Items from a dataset
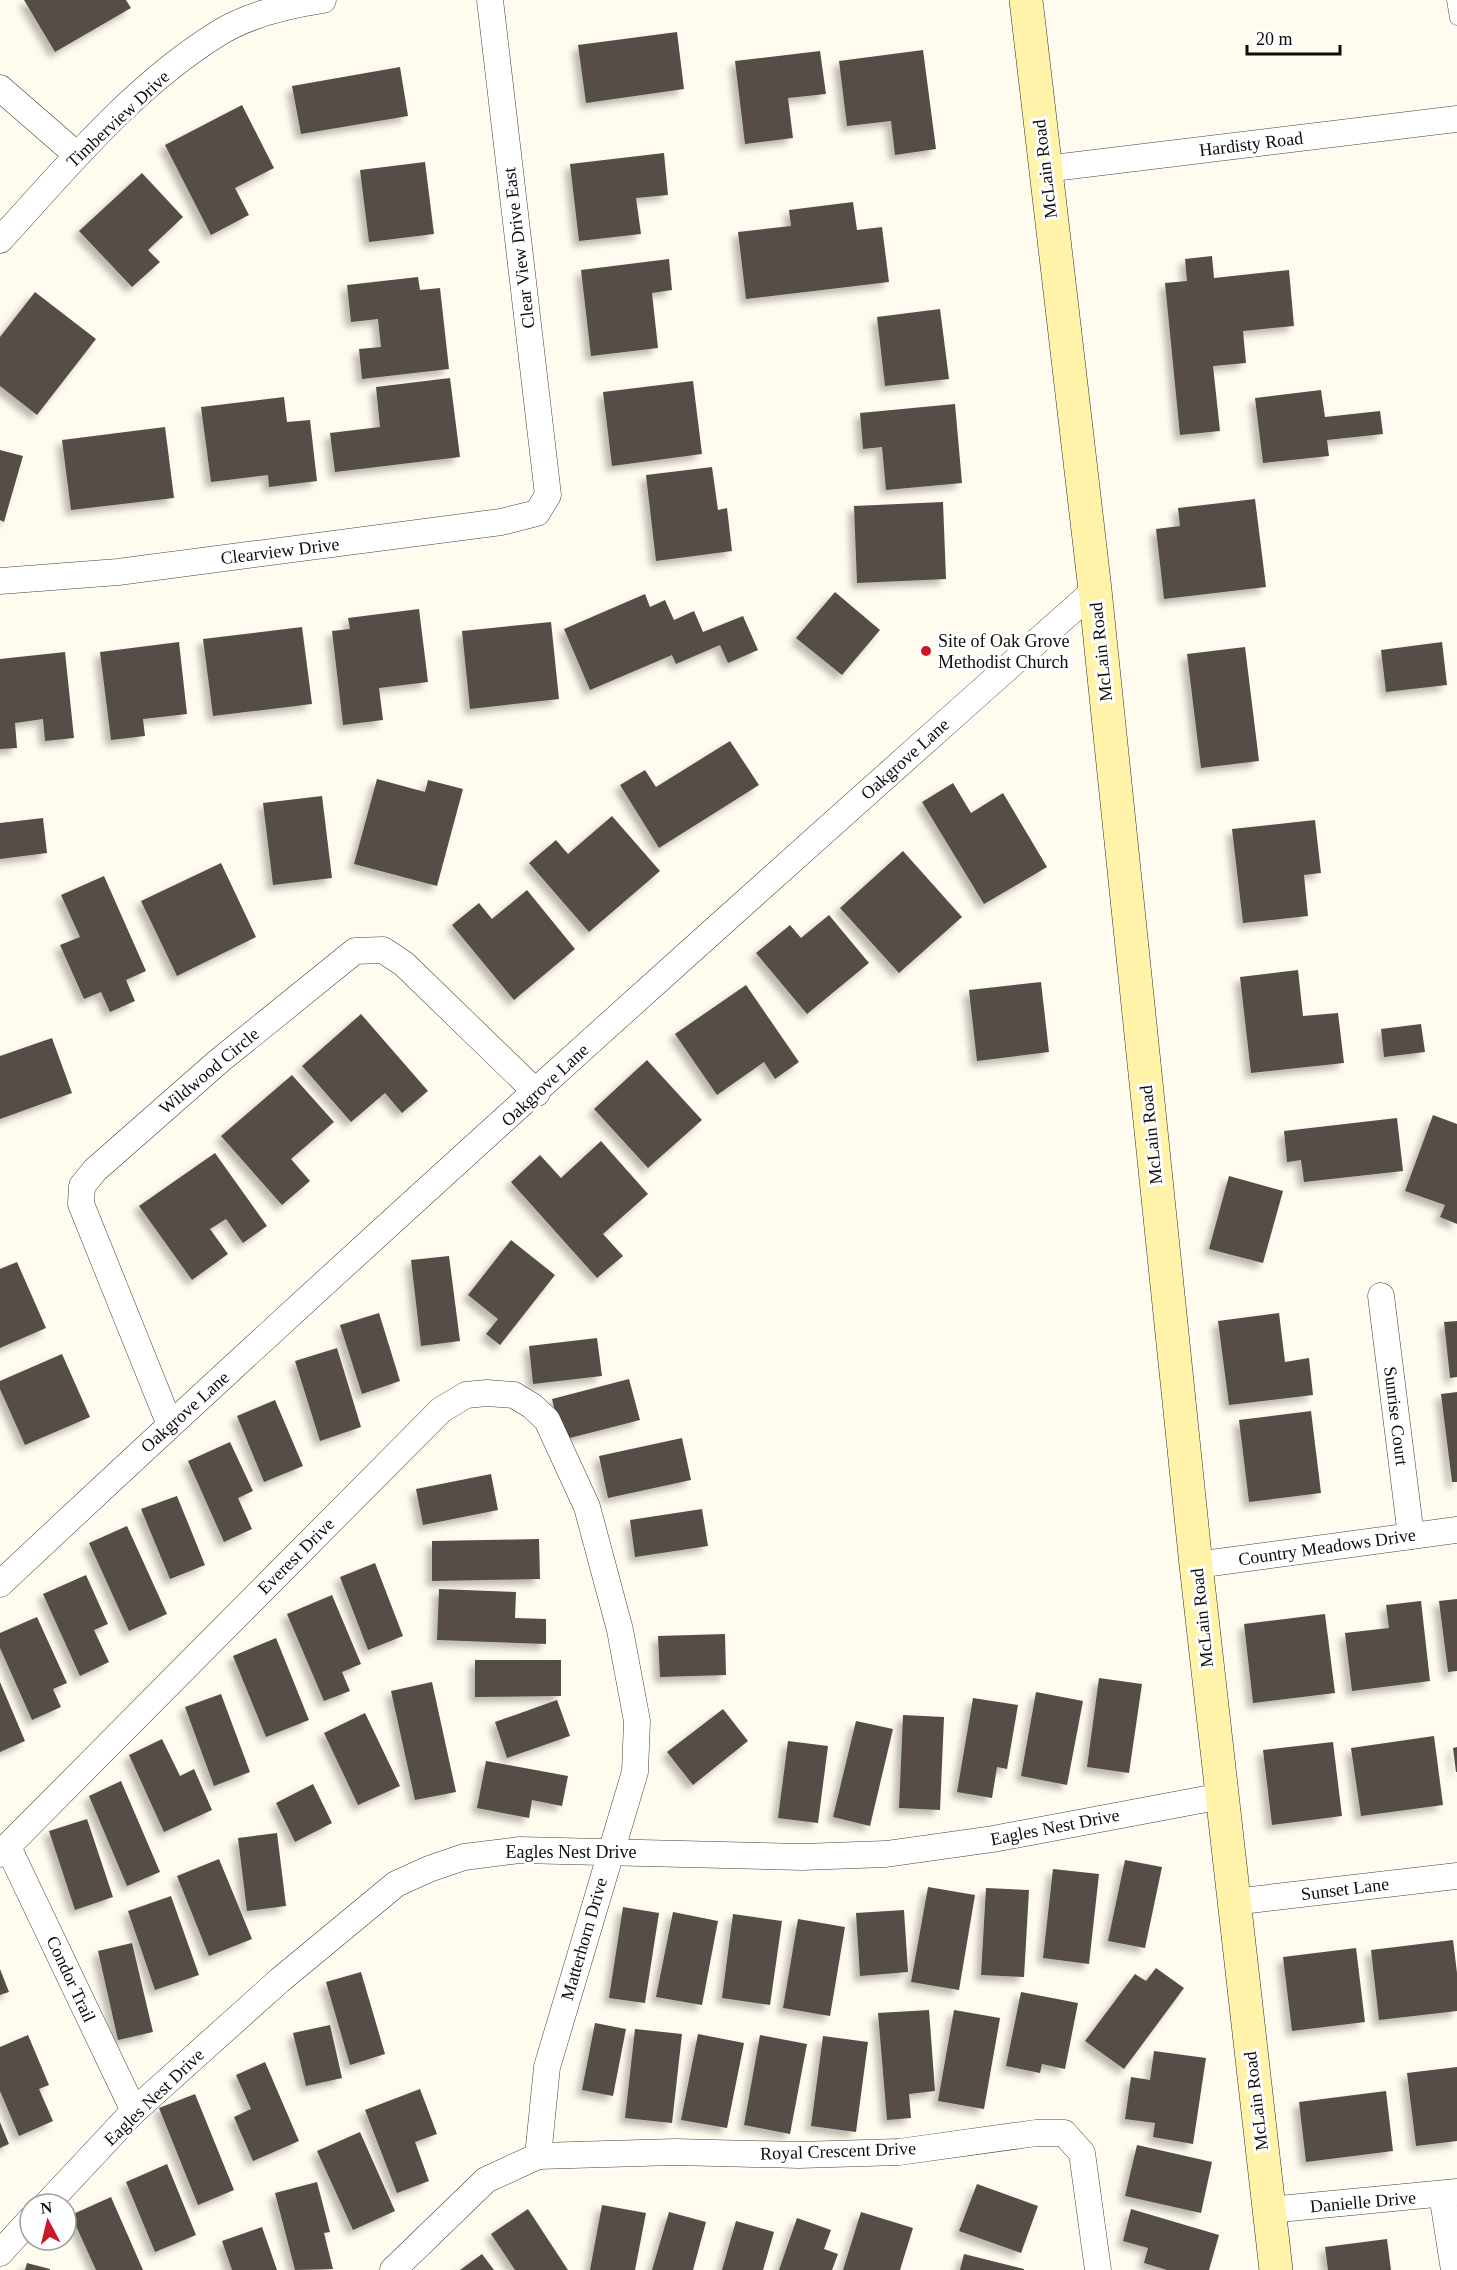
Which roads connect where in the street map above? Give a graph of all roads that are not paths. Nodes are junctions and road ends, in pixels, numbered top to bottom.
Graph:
1 (323, 0) edge
2 (490, 0) edge
3 (1026, 0) edge
4 (1454, 0) edge
5 (1457, 18) edge
6 (0, 88) edge
7 (1457, 119) edge
8 (77, 155) junction
9 (1045, 169) junction
10 (0, 240) edge
11 (548, 495) joint
12 (0, 581) edge
13 (1095, 591) junction
14 (537, 1093) junction
15 (1381, 1296) dead end
16 (170, 1425) junction
17 (587, 1508) joint
18 (1457, 1530) edge
19 (1411, 1536) junction
20 (1196, 1565) junction
21 (0, 1584) edge
22 (1222, 1796) junction
23 (4, 1850) edge
24 (610, 1850) junction
25 (1457, 1876) edge
26 (1233, 1902) junction
27 (134, 2111) junction
28 (538, 2156) junction
29 (58, 2192) edge
30 (1449, 2193) edge
31 (1269, 2210) junction
32 (18, 2233) edge
33 (0, 2253) edge
34 (393, 2270) edge
35 (1098, 2270) edge
36 (1276, 2270) edge
37 (1455, 2270) edge

1 - 8 street, Timberview Drive
2 - 11 street, Clear View Drive East
3 - 9 street, McLain Road
4 - 5 lane
6 - 8 street
7 - 9 street, Hardisty Road
8 - 10 street, Timberview Drive
9 - 13 street, McLain Road
11 - 12 street, Clearview Drive
13 - 14 street, Oakgrove Lane
13 - 20 street, McLain Road
14 - 16 street, Oakgrove Lane
14 - 16 street, Wildwood Circle
15 - 19 street, Sunrise Court
16 - 21 street, Oakgrove Lane
17 - 23 street, Everest Drive
17 - 24 street, Matterhorn Drive
18 - 19 street, Country Meadows Drive
19 - 20 street, Country Meadows Drive
20 - 22 street, McLain Road
22 - 24 street, Eagles Nest Drive
22 - 26 street, McLain Road
23 - 27 street, Condor Trail
24 - 27 street, Eagles Nest Drive
24 - 28 street, Matterhorn Drive
25 - 26 street, Sunset Lane
26 - 31 street, McLain Road
27 - 29 street, Eagles Nest Drive
28 - 34 street
28 - 35 street, Royal Crescent Drive
30 - 31 street, Danielle Drive
30 - 37 street
31 - 36 street, McLain Road
32 - 33 street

» **Exercise description**
Please return a copy of each line in the entries that has the string "Oakgrove".

» **Answer to this task**
13 - 14 street, Oakgrove Lane
14 - 16 street, Oakgrove Lane
16 - 21 street, Oakgrove Lane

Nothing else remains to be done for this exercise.